Hougan joined ETF.com as a freelance reporter in 2004, when there were two people working there and it was still called IndexUniverse. The company raised venture capital in 2008 from Credit Suisse, grew to more than 60 employees, bought the URL ETF.com and changed its name. Hougan became the CEO in 2015, when he left the business through its sale over the next year. In 2018, he joined Bitwise. 

“I thought, ‘This index strategy is the way most investors should allocate to crypto, and this would be a tremendously exciting business industry to get involved with,’” he recalled.

Domino Effect 

Last week Bitwise reported more than $500 million assets under management in the fourth quarter of 2020, up from $100 million in AUM as of Oct. 28.  

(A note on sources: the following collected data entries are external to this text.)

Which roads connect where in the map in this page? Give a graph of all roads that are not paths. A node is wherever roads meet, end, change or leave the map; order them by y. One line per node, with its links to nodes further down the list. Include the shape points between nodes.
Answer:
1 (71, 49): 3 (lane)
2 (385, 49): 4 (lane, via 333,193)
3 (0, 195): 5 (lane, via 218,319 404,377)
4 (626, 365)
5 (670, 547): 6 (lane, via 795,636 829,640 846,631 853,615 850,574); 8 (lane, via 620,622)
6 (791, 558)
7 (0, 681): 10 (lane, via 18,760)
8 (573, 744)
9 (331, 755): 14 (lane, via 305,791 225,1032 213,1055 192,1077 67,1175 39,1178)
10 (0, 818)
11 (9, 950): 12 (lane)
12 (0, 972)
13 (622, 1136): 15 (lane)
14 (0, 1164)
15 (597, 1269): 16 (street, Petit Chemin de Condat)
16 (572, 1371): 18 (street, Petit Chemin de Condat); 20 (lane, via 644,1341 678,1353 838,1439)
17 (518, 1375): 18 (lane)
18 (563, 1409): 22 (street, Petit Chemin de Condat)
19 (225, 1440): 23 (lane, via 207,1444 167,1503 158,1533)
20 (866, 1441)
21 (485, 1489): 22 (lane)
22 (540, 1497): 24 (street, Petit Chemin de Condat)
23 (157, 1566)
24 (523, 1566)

In his life before Bitwise, Hougan gave ETF 101 presentations “a couple thousand times,” almost weekly, in webinars and conferences, to help people understand the core underpinnings of ETFs. The concept was new and challenged the paradigms of the time. He also co-authored the CFA Institute’s monograph on ETFs.

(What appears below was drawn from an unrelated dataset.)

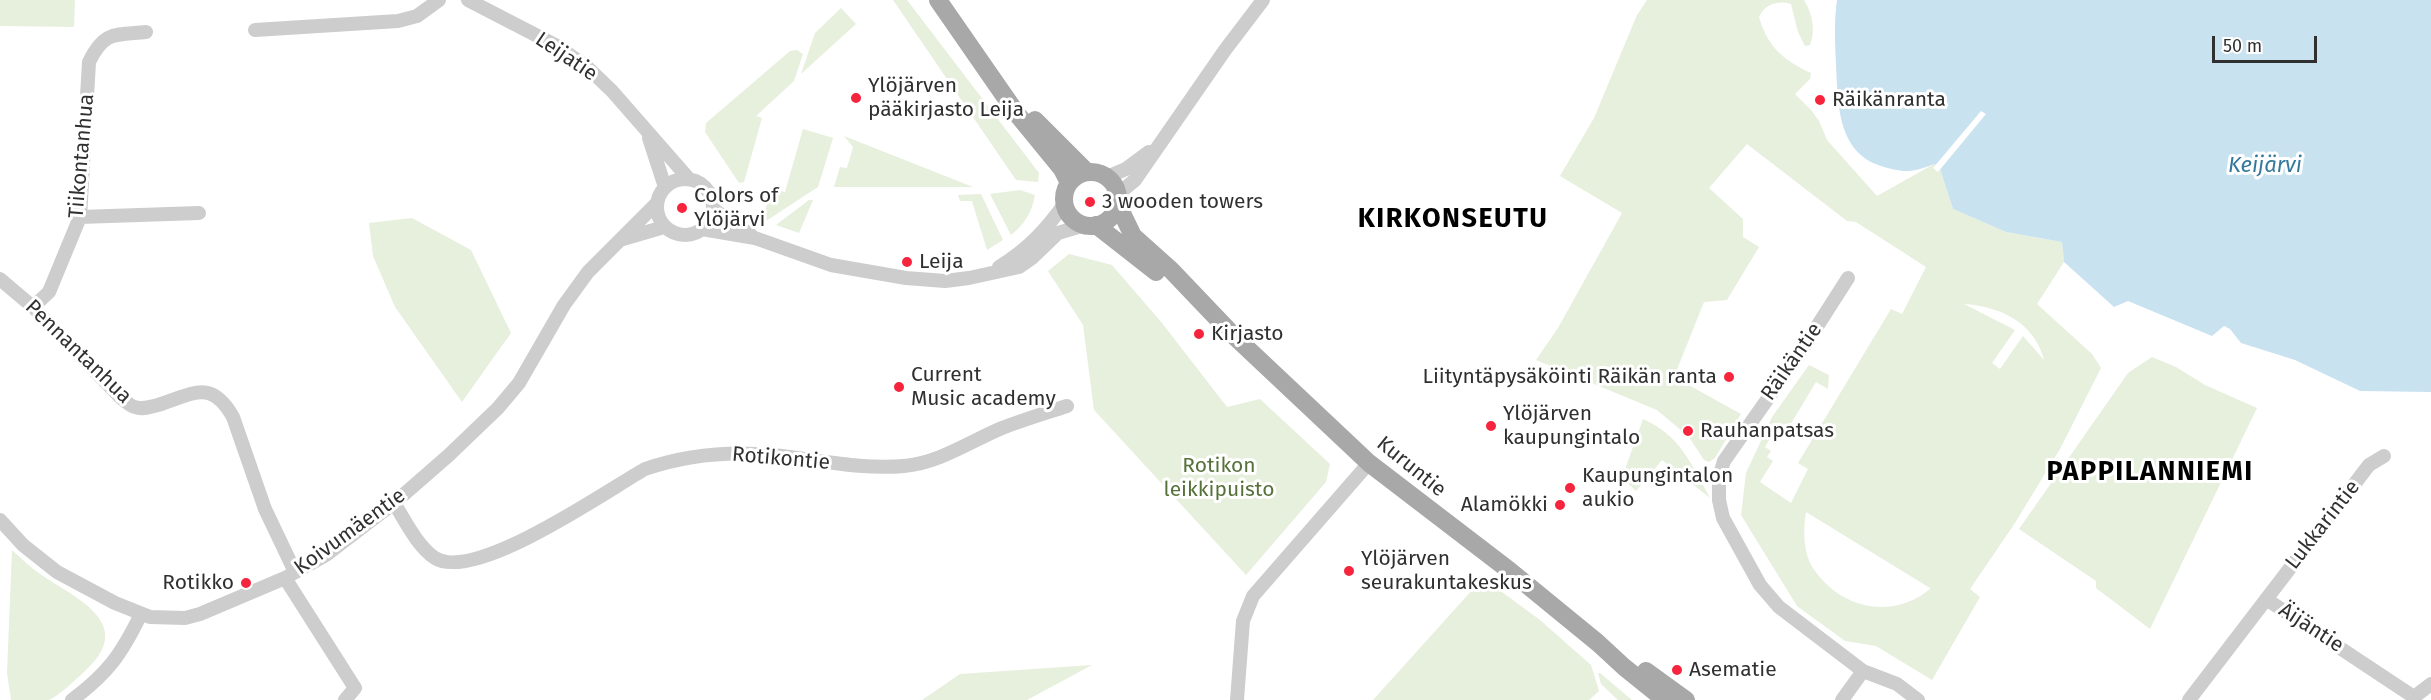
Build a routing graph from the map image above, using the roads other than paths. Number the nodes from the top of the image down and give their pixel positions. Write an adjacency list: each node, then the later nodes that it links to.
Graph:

Today ETFs are the primary way people invest in the market, he said, and are almost universally heralded for driving down the costs of investing and helping millions of people save and invest better. 

Now he’s helping investors understand the fundamentals of bitcoin, and unsurprisingly, he’s observing similar behavioral patterns.

“There’s a trigger moment where people leap over the chasm from disbelief into grudging belief,” he said. “Once they do it’s a domino, 80 or 90 percent of them get all the way to recognizing the potential for what this is.”

Investing Too Much

There’s a lot of positive energy and momentum in crypto today. Still, Hougan spends time worrying that people invest “too much” in crypto.

Bitcoin’s volatility can lead to bad behavioral outcomes, he said. The history of crypto has multiple examples of very large and fast rising bull market periods in excess followed by significant pullbacks. 

“The future of crypto is one of becoming a true institutional asset existing in a regulated world, so I’m worried about that kind of bull market excess,” he said.

Most investors should have a small allocation to crypto in their portfolios, but those who may have invested more should think about selling some and rebalancing down, he said. 

Bitwise studies show the allocation in most portfolios is between point one and five percent, he said, adding that our clients typically have “low single digit percentages” invested in crypto.

“It’s like cayenne pepper,” Hougan said. “A little bit goes a long way.”